■ Assignment: Narrow the data below down to the lines containing "Viktora".

Records for this exercise section start

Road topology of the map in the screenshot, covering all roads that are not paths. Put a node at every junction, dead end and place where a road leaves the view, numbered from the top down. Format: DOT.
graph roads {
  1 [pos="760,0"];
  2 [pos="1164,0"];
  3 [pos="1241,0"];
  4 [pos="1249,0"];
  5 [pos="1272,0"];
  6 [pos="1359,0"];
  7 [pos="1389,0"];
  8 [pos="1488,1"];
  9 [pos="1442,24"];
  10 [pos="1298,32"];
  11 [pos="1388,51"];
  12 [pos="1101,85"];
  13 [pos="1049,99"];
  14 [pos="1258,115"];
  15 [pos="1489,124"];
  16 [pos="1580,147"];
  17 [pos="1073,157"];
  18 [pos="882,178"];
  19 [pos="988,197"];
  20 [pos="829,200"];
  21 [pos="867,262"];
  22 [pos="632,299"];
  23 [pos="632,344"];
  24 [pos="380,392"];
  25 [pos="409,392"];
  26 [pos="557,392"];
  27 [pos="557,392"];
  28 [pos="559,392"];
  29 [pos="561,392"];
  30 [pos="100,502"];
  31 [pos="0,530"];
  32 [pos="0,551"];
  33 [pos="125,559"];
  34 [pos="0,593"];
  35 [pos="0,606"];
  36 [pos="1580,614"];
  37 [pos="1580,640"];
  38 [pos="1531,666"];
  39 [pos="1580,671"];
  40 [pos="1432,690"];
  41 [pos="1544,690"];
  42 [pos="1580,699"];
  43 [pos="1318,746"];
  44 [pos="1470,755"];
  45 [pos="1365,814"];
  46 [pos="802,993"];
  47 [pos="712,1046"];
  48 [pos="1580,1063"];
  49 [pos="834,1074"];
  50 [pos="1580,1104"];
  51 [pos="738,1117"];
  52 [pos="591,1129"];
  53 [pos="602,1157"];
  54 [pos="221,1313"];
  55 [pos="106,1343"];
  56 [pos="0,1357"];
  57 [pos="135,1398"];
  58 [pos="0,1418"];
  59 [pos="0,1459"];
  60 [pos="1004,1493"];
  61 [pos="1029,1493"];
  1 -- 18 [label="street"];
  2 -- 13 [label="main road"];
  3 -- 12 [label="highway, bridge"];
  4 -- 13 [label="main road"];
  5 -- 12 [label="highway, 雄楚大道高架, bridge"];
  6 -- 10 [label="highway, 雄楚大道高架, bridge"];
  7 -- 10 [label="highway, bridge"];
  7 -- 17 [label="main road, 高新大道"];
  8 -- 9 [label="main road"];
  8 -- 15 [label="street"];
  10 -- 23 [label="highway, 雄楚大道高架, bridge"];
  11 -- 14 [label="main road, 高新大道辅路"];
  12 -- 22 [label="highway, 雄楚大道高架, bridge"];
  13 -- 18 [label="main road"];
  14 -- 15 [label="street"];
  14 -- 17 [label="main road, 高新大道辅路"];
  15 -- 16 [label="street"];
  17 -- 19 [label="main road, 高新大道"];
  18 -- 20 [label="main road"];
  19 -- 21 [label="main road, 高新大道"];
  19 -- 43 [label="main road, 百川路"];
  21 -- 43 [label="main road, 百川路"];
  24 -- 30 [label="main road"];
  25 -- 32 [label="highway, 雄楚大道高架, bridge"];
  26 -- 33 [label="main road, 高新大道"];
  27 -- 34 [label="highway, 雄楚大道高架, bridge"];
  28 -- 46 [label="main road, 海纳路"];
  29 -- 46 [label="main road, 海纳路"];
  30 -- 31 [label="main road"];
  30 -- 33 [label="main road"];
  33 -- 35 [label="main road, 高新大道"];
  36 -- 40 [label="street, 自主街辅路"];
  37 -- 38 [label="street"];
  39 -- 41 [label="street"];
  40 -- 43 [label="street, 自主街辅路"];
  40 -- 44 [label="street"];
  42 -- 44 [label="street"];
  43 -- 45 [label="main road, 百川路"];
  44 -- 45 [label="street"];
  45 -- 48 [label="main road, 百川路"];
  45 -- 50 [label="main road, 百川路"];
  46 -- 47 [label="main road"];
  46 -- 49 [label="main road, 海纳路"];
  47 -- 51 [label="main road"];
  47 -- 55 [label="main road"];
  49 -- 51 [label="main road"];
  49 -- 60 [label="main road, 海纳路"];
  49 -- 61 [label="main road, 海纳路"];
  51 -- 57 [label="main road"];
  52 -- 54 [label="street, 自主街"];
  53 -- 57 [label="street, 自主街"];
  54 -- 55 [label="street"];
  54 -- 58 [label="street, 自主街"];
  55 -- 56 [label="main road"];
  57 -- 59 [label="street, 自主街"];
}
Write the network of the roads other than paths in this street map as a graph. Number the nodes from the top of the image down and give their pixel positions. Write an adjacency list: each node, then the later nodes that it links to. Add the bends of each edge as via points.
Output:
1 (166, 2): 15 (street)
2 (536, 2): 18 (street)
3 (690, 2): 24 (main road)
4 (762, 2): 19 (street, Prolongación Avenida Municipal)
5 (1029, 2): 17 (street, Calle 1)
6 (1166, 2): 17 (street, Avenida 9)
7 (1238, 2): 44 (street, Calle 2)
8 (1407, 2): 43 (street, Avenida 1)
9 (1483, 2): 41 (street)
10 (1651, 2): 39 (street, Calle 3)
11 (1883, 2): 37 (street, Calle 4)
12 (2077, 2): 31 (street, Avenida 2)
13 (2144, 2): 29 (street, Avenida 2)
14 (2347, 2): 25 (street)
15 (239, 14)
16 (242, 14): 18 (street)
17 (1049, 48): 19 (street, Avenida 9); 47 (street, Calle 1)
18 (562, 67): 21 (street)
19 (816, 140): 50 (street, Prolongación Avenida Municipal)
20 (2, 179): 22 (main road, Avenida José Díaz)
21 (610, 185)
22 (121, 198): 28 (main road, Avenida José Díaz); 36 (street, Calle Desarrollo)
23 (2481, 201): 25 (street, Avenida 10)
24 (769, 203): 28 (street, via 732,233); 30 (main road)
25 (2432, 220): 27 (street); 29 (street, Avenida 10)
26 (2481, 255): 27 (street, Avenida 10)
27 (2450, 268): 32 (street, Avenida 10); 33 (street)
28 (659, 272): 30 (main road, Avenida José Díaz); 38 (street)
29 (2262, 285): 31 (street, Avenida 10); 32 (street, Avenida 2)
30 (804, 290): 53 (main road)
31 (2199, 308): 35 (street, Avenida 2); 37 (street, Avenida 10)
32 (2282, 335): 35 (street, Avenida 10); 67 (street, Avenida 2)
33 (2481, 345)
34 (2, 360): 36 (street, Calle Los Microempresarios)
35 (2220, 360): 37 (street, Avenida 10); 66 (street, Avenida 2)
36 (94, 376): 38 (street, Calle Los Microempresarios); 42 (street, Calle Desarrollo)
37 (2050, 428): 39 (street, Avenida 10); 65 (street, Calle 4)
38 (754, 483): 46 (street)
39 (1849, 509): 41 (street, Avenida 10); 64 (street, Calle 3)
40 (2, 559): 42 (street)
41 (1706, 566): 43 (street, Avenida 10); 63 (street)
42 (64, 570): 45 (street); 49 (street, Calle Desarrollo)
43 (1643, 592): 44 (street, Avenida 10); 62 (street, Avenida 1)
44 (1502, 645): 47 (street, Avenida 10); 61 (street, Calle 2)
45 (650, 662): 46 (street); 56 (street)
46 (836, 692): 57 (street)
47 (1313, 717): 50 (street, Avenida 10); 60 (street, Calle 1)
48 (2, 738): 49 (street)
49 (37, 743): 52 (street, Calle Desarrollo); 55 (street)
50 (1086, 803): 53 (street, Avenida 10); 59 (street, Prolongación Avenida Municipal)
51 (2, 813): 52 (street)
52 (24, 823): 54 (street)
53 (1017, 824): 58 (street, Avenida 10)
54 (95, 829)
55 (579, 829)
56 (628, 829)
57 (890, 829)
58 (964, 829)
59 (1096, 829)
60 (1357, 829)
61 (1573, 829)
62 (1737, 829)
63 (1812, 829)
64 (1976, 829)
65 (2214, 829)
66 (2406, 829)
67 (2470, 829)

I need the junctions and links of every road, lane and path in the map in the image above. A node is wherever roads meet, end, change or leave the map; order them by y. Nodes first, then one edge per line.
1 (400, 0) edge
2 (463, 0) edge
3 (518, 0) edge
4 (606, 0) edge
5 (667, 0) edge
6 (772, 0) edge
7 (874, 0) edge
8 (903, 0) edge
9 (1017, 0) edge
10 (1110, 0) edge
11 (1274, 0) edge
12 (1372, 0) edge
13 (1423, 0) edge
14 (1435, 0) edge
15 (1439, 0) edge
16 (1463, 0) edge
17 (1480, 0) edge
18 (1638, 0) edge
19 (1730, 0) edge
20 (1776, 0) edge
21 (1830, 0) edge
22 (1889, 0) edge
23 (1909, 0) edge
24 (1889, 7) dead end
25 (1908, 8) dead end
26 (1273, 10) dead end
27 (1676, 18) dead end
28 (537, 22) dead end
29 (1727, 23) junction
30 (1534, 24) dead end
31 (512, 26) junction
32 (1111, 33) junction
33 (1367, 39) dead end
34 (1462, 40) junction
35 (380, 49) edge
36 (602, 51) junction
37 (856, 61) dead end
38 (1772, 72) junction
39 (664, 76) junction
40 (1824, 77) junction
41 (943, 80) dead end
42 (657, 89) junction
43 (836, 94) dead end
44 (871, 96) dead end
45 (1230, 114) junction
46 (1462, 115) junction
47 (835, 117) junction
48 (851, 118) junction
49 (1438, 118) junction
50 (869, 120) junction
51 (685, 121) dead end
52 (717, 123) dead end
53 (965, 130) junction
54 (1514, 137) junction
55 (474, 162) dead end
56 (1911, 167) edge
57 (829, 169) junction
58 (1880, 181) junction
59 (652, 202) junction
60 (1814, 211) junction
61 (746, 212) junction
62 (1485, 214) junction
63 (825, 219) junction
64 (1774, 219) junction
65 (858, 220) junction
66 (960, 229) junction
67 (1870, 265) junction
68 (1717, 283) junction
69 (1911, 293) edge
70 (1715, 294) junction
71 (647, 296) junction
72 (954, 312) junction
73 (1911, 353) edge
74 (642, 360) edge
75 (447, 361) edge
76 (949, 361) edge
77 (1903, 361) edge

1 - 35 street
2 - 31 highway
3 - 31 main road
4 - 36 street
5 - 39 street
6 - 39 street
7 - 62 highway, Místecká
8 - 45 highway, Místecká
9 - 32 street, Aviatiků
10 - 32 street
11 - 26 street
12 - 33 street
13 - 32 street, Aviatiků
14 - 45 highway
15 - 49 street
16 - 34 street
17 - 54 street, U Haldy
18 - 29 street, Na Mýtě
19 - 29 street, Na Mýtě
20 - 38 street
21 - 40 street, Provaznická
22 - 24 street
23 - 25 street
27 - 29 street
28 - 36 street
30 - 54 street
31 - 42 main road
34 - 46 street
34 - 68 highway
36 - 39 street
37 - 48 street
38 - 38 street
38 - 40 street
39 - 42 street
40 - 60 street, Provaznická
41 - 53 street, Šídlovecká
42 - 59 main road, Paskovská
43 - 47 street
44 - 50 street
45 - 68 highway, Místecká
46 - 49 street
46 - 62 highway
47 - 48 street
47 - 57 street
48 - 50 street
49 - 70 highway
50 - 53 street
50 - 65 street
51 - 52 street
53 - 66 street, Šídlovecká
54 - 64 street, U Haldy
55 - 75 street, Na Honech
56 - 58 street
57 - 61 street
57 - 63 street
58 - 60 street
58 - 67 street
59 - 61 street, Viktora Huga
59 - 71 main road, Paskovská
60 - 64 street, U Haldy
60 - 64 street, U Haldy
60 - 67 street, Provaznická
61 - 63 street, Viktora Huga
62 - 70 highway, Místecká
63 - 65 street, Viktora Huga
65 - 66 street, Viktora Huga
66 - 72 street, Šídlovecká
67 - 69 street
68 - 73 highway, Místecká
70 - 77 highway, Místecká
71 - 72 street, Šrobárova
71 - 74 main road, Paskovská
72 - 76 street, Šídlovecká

Records for this exercise section end

■ Result:
59 - 61 street, Viktora Huga
61 - 63 street, Viktora Huga
63 - 65 street, Viktora Huga
65 - 66 street, Viktora Huga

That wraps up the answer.